══ SOURCE DATA ══

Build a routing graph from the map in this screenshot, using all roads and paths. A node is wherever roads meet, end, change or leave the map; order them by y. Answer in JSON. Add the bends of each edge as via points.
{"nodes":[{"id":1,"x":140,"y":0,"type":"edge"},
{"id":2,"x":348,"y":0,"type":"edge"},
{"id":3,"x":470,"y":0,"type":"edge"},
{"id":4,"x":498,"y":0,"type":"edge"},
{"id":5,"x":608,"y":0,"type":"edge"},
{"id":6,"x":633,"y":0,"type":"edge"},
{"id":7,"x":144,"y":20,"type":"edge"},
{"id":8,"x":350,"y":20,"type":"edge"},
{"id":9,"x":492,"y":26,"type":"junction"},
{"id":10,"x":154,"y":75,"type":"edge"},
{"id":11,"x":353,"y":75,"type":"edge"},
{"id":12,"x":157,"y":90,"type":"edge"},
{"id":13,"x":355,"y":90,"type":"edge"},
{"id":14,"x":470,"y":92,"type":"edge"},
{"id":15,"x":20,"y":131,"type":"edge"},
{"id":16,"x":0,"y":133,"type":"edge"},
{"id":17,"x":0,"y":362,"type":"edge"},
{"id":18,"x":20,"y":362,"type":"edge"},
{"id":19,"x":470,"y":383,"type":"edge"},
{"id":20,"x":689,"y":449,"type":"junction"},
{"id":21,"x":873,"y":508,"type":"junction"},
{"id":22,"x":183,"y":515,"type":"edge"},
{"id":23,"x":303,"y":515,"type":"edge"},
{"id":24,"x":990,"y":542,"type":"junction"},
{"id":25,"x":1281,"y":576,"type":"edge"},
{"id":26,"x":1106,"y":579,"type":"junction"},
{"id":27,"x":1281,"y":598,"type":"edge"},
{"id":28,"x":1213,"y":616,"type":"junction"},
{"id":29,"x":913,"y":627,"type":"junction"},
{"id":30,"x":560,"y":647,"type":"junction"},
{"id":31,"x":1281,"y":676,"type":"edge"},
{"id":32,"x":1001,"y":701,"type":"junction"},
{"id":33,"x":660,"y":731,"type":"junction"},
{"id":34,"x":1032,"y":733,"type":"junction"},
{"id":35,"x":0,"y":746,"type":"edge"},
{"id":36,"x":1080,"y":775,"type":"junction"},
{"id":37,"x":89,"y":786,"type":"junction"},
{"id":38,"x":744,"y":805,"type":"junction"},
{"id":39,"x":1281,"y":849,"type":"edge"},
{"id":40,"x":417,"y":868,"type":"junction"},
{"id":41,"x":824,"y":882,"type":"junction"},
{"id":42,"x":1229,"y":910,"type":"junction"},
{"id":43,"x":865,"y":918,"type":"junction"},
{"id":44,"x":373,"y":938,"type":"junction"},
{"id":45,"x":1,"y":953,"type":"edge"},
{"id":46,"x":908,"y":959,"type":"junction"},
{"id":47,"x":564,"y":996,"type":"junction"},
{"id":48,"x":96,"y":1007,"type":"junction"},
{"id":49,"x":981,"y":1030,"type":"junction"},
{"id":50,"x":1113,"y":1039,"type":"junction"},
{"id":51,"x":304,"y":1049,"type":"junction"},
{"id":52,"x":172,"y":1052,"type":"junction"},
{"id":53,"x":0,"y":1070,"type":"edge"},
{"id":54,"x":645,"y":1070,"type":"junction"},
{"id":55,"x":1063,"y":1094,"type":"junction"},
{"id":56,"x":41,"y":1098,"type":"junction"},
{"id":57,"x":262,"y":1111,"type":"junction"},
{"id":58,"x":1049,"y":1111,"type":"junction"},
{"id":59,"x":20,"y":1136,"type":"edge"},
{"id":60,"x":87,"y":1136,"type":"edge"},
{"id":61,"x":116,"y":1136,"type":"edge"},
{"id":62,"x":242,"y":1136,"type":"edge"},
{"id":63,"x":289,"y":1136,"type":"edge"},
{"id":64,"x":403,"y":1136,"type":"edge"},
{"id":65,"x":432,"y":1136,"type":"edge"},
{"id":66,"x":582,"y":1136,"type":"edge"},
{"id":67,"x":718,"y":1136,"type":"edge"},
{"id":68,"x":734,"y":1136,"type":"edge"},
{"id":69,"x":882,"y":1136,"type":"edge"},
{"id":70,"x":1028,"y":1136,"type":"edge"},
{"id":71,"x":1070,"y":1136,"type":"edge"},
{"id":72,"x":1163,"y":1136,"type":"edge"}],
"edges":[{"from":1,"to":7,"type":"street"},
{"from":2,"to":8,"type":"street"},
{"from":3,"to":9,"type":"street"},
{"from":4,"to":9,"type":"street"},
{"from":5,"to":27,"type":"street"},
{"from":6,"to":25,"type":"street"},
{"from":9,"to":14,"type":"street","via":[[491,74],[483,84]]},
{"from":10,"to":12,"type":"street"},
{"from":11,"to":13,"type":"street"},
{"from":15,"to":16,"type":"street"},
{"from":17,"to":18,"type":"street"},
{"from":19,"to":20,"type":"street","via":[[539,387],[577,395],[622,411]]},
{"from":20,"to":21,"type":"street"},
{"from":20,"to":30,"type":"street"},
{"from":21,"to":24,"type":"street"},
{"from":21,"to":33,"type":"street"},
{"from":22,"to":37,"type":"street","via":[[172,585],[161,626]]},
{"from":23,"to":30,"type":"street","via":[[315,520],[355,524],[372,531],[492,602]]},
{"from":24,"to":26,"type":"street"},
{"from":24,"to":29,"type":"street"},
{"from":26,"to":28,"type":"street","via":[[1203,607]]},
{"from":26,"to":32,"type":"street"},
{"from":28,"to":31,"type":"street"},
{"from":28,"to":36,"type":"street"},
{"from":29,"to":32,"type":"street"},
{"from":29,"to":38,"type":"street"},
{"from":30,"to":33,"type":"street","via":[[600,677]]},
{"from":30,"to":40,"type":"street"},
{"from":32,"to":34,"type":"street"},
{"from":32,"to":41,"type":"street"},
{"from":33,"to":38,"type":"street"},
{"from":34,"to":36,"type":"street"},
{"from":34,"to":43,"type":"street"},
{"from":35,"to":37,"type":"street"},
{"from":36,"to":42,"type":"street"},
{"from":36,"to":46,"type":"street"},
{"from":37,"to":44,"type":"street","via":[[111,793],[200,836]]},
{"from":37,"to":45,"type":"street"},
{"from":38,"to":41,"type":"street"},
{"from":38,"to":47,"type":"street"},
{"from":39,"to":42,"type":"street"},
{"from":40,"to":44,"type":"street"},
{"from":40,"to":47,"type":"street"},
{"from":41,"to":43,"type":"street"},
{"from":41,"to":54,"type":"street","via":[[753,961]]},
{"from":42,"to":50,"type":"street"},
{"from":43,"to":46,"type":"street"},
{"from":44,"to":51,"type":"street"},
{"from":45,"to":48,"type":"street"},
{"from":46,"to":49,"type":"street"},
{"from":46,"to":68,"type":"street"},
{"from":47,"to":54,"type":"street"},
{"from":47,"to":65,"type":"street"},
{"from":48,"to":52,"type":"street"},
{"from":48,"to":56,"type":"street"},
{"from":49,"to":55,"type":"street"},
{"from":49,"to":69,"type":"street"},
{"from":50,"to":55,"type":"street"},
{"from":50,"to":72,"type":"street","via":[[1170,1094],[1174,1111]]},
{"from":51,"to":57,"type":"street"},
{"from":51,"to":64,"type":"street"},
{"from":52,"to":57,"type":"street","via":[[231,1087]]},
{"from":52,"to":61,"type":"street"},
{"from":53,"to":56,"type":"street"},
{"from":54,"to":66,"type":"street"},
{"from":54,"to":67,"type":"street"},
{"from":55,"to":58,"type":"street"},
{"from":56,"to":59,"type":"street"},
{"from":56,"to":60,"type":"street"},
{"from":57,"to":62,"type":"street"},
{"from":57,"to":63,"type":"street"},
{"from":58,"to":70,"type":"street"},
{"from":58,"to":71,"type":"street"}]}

═══

▸ **WORK TO COMPLETE**
Print each line of the data exactly. Keep all of it.

▸ **SOLUTION TO THIS PROBLEM**
Build a routing graph from the map in this screenshot, using all roads and paths. A node is wherever roads meet, end, change or leave the map; order them by y. Answer in JSON. Add the bends of each edge as via points.
{"nodes":[{"id":1,"x":140,"y":0,"type":"edge"},
{"id":2,"x":348,"y":0,"type":"edge"},
{"id":3,"x":470,"y":0,"type":"edge"},
{"id":4,"x":498,"y":0,"type":"edge"},
{"id":5,"x":608,"y":0,"type":"edge"},
{"id":6,"x":633,"y":0,"type":"edge"},
{"id":7,"x":144,"y":20,"type":"edge"},
{"id":8,"x":350,"y":20,"type":"edge"},
{"id":9,"x":492,"y":26,"type":"junction"},
{"id":10,"x":154,"y":75,"type":"edge"},
{"id":11,"x":353,"y":75,"type":"edge"},
{"id":12,"x":157,"y":90,"type":"edge"},
{"id":13,"x":355,"y":90,"type":"edge"},
{"id":14,"x":470,"y":92,"type":"edge"},
{"id":15,"x":20,"y":131,"type":"edge"},
{"id":16,"x":0,"y":133,"type":"edge"},
{"id":17,"x":0,"y":362,"type":"edge"},
{"id":18,"x":20,"y":362,"type":"edge"},
{"id":19,"x":470,"y":383,"type":"edge"},
{"id":20,"x":689,"y":449,"type":"junction"},
{"id":21,"x":873,"y":508,"type":"junction"},
{"id":22,"x":183,"y":515,"type":"edge"},
{"id":23,"x":303,"y":515,"type":"edge"},
{"id":24,"x":990,"y":542,"type":"junction"},
{"id":25,"x":1281,"y":576,"type":"edge"},
{"id":26,"x":1106,"y":579,"type":"junction"},
{"id":27,"x":1281,"y":598,"type":"edge"},
{"id":28,"x":1213,"y":616,"type":"junction"},
{"id":29,"x":913,"y":627,"type":"junction"},
{"id":30,"x":560,"y":647,"type":"junction"},
{"id":31,"x":1281,"y":676,"type":"edge"},
{"id":32,"x":1001,"y":701,"type":"junction"},
{"id":33,"x":660,"y":731,"type":"junction"},
{"id":34,"x":1032,"y":733,"type":"junction"},
{"id":35,"x":0,"y":746,"type":"edge"},
{"id":36,"x":1080,"y":775,"type":"junction"},
{"id":37,"x":89,"y":786,"type":"junction"},
{"id":38,"x":744,"y":805,"type":"junction"},
{"id":39,"x":1281,"y":849,"type":"edge"},
{"id":40,"x":417,"y":868,"type":"junction"},
{"id":41,"x":824,"y":882,"type":"junction"},
{"id":42,"x":1229,"y":910,"type":"junction"},
{"id":43,"x":865,"y":918,"type":"junction"},
{"id":44,"x":373,"y":938,"type":"junction"},
{"id":45,"x":1,"y":953,"type":"edge"},
{"id":46,"x":908,"y":959,"type":"junction"},
{"id":47,"x":564,"y":996,"type":"junction"},
{"id":48,"x":96,"y":1007,"type":"junction"},
{"id":49,"x":981,"y":1030,"type":"junction"},
{"id":50,"x":1113,"y":1039,"type":"junction"},
{"id":51,"x":304,"y":1049,"type":"junction"},
{"id":52,"x":172,"y":1052,"type":"junction"},
{"id":53,"x":0,"y":1070,"type":"edge"},
{"id":54,"x":645,"y":1070,"type":"junction"},
{"id":55,"x":1063,"y":1094,"type":"junction"},
{"id":56,"x":41,"y":1098,"type":"junction"},
{"id":57,"x":262,"y":1111,"type":"junction"},
{"id":58,"x":1049,"y":1111,"type":"junction"},
{"id":59,"x":20,"y":1136,"type":"edge"},
{"id":60,"x":87,"y":1136,"type":"edge"},
{"id":61,"x":116,"y":1136,"type":"edge"},
{"id":62,"x":242,"y":1136,"type":"edge"},
{"id":63,"x":289,"y":1136,"type":"edge"},
{"id":64,"x":403,"y":1136,"type":"edge"},
{"id":65,"x":432,"y":1136,"type":"edge"},
{"id":66,"x":582,"y":1136,"type":"edge"},
{"id":67,"x":718,"y":1136,"type":"edge"},
{"id":68,"x":734,"y":1136,"type":"edge"},
{"id":69,"x":882,"y":1136,"type":"edge"},
{"id":70,"x":1028,"y":1136,"type":"edge"},
{"id":71,"x":1070,"y":1136,"type":"edge"},
{"id":72,"x":1163,"y":1136,"type":"edge"}],
"edges":[{"from":1,"to":7,"type":"street"},
{"from":2,"to":8,"type":"street"},
{"from":3,"to":9,"type":"street"},
{"from":4,"to":9,"type":"street"},
{"from":5,"to":27,"type":"street"},
{"from":6,"to":25,"type":"street"},
{"from":9,"to":14,"type":"street","via":[[491,74],[483,84]]},
{"from":10,"to":12,"type":"street"},
{"from":11,"to":13,"type":"street"},
{"from":15,"to":16,"type":"street"},
{"from":17,"to":18,"type":"street"},
{"from":19,"to":20,"type":"street","via":[[539,387],[577,395],[622,411]]},
{"from":20,"to":21,"type":"street"},
{"from":20,"to":30,"type":"street"},
{"from":21,"to":24,"type":"street"},
{"from":21,"to":33,"type":"street"},
{"from":22,"to":37,"type":"street","via":[[172,585],[161,626]]},
{"from":23,"to":30,"type":"street","via":[[315,520],[355,524],[372,531],[492,602]]},
{"from":24,"to":26,"type":"street"},
{"from":24,"to":29,"type":"street"},
{"from":26,"to":28,"type":"street","via":[[1203,607]]},
{"from":26,"to":32,"type":"street"},
{"from":28,"to":31,"type":"street"},
{"from":28,"to":36,"type":"street"},
{"from":29,"to":32,"type":"street"},
{"from":29,"to":38,"type":"street"},
{"from":30,"to":33,"type":"street","via":[[600,677]]},
{"from":30,"to":40,"type":"street"},
{"from":32,"to":34,"type":"street"},
{"from":32,"to":41,"type":"street"},
{"from":33,"to":38,"type":"street"},
{"from":34,"to":36,"type":"street"},
{"from":34,"to":43,"type":"street"},
{"from":35,"to":37,"type":"street"},
{"from":36,"to":42,"type":"street"},
{"from":36,"to":46,"type":"street"},
{"from":37,"to":44,"type":"street","via":[[111,793],[200,836]]},
{"from":37,"to":45,"type":"street"},
{"from":38,"to":41,"type":"street"},
{"from":38,"to":47,"type":"street"},
{"from":39,"to":42,"type":"street"},
{"from":40,"to":44,"type":"street"},
{"from":40,"to":47,"type":"street"},
{"from":41,"to":43,"type":"street"},
{"from":41,"to":54,"type":"street","via":[[753,961]]},
{"from":42,"to":50,"type":"street"},
{"from":43,"to":46,"type":"street"},
{"from":44,"to":51,"type":"street"},
{"from":45,"to":48,"type":"street"},
{"from":46,"to":49,"type":"street"},
{"from":46,"to":68,"type":"street"},
{"from":47,"to":54,"type":"street"},
{"from":47,"to":65,"type":"street"},
{"from":48,"to":52,"type":"street"},
{"from":48,"to":56,"type":"street"},
{"from":49,"to":55,"type":"street"},
{"from":49,"to":69,"type":"street"},
{"from":50,"to":55,"type":"street"},
{"from":50,"to":72,"type":"street","via":[[1170,1094],[1174,1111]]},
{"from":51,"to":57,"type":"street"},
{"from":51,"to":64,"type":"street"},
{"from":52,"to":57,"type":"street","via":[[231,1087]]},
{"from":52,"to":61,"type":"street"},
{"from":53,"to":56,"type":"street"},
{"from":54,"to":66,"type":"street"},
{"from":54,"to":67,"type":"street"},
{"from":55,"to":58,"type":"street"},
{"from":56,"to":59,"type":"street"},
{"from":56,"to":60,"type":"street"},
{"from":57,"to":62,"type":"street"},
{"from":57,"to":63,"type":"street"},
{"from":58,"to":70,"type":"street"},
{"from":58,"to":71,"type":"street"}]}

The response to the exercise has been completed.